Melt and stir together over low heat.

It tastes much richer than jarred and it's so easy.


----------



## betterthanabox (Apr 14, 2011)

Zhizara said:


> You took the words right out of my mouth.  I was so disappointed in the jarred sauce.  It's much improved with Parmesan.
> 
> Easy Faux Alfredo:
> 
> ...



Regular Alfredo is so easy. I you can make it from a jar, you can make it from scratch. It is that easy.
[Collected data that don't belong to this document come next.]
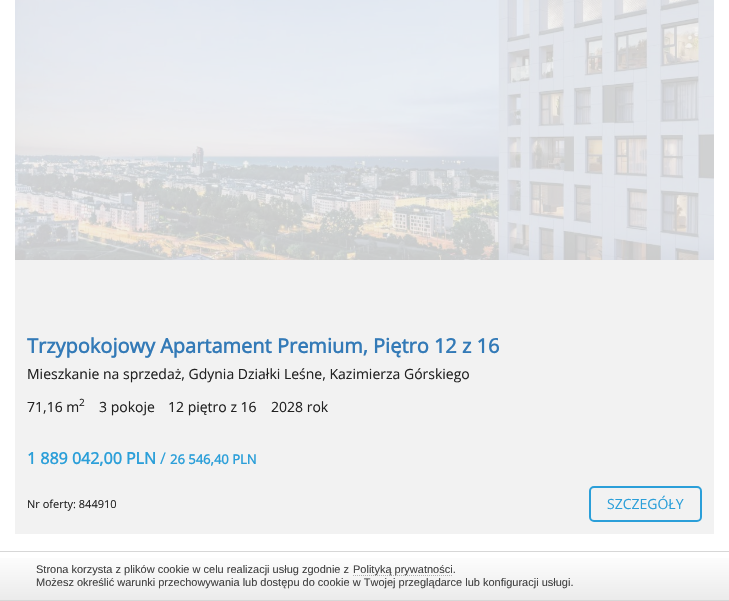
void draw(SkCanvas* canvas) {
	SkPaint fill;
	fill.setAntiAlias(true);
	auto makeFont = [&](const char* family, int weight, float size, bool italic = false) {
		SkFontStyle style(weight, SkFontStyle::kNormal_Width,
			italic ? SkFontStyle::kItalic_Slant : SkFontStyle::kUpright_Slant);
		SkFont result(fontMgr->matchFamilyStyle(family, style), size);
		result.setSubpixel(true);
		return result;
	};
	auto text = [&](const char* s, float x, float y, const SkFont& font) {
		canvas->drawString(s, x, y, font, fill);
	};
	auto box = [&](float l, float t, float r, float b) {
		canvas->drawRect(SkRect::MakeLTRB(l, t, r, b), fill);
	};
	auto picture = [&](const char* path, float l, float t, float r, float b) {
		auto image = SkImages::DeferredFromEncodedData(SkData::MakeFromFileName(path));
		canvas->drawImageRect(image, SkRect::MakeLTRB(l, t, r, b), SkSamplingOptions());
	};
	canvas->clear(0xFFFFFFFF);
	fill.setColor(0xFFF2F2F2);
	box(15, 0, 714, 534);
	picture("image0.png", 15, 0, 714, 260);
	fill.setStyle(SkPaint::kStroke_Style);
	fill.setStrokeWidth(2);
	fill.setColor(0xFF2B9FD9);
	canvas->drawRoundRect(SkRect::MakeLTRB(590, 487, 701, 521), 4, 4, fill);
	fill.setStyle(SkPaint::kFill_Style);
	{
		const SkColor colors[] = {0xFFFFFFFF, 0xFFEBEBEB};
		const float stops[] = {0, 1};
		const SkPoint ends[] = {{365, 552}, {365, 600}};
		fill.setShader(SkGradientShader::MakeLinear(ends, colors, stops, 2, SkTileMode::kClamp));
		fill.setAlpha(255);
	}
	box(0, 558, 729, 600);
	fill.setShader(nullptr);
	fill.setColor(0xFFD7D7D7);
	box(0, 551, 729, 552);
	box(0, 600, 729, 601);
	fill.setStyle(SkPaint::kStroke_Style);
	fill.setStrokeWidth(1);
	fill.setColor(0xFFAEAEAE);
	fill.setPathEffect(SkDashPathEffect::Make({{1, 1}}, 0));
	canvas->drawPath(SkPathBuilder().moveTo(353, 575.5f).lineTo(452, 575.5f).detach(), fill);
	fill.setPathEffect(nullptr);
	auto font1 = makeFont("Open Sans", 700, 20);
	fill.setStyle(SkPaint::kFill_Style);
	fill.setColor(0xFF337AB7);
	text("Trzypokojowy Apartament Premium, Piętro 12 z 16", 27, 353, font1);
	auto font2 = makeFont("Open Sans", 400, 14);
	fill.setColor(0xFF222222);
	text("Mieszkanie na sprzedaż, Gdynia Działki Leśne, Kazimierza Górskiego", 27, 379, font2);
	text("71,16 m", 27, 412, font2);
	auto font3 = makeFont("Open Sans", 400, 10);
	text("2", 79, 406, font3);
	text("3 pokoje", 99, 412, font2);
	text("12 piętro z 16", 168, 412, font2);
	text("2028 rok", 271, 412, font2);
	auto font4 = makeFont("Open Sans", 700, 16);
	fill.setColor(0xFF2B9FD9);
	text("1 889 042,00 PLN", 27, 464, font4);
	auto font5 = makeFont("Open Sans", 400, 16);
	text("/", 160, 464, font5);
	auto font6 = makeFont("Open Sans", 700, 13);
	text("26 546,40 PLN", 170, 464, font6);
	auto font7 = makeFont("Open Sans", 400, 11);
	fill.setColor(0xFF222222);
	text("Nr oferty: 844910", 27, 508, font7);
	fill.setColor(0xFF2B9FD9);
	text("SZCZEGÓŁY", 607, 509, font2);
	auto font8 = makeFont("Liberation Sans", 400, 11);
	fill.setColor(0xFF414141);
	text("Strona korzysta z plików cookie w celu realizacji usług zgodnie z", 36, 573, font8);
	text("Polityką prywatności.", 353, 573, font8);
	text("Możesz określić warunki przechowywania lub dostępu do cookie w Twojej przeglądarce lub konfiguracji usługi.", 36, 586, font8);
}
That said, I sometimes like it from a jar


----------



## Bigjim68 (Apr 14, 2011)

Frozen shrimp, dried mushrooms, and good parm or reg are staples in my kitchen.  I also have used a touch of sherry and/or cinnamon in cream sauces with good results.
I also make a quick pseudo alfredo with heavy cream, lots of grated cheese, garlic, pepper, a touch of sherry and freshly ground cinnamon.  The sauce can be made in less time than it takes to cook the pasta.  Shrimp, once peeled, can be quickly cooked in the sauce, boiled, or sauteed.  Any available meat or vegetables, except starches, can be added or in lieu of the shrimp.

Dried mushrooms require more planning since they require at least an hour of reconstituting, more is better.  I have ground dried mushrooms for the flavor and as a thickener with good results.  No soaking necessary.

IMO, any, or all of these would work well with store bought alfredo.


----------



## pacanis (Apr 14, 2011)

Zhizara said:


> You took the words right out of my mouth. I was so disappointed in the jarred sauce. It's much improved with Parmesan.
> 
> Easy Faux Alfredo:
> 
> ...


 
That's close to what I do. I whisk the cream cheese into melted butter. Then add the milk, cheese, seasonings...


----------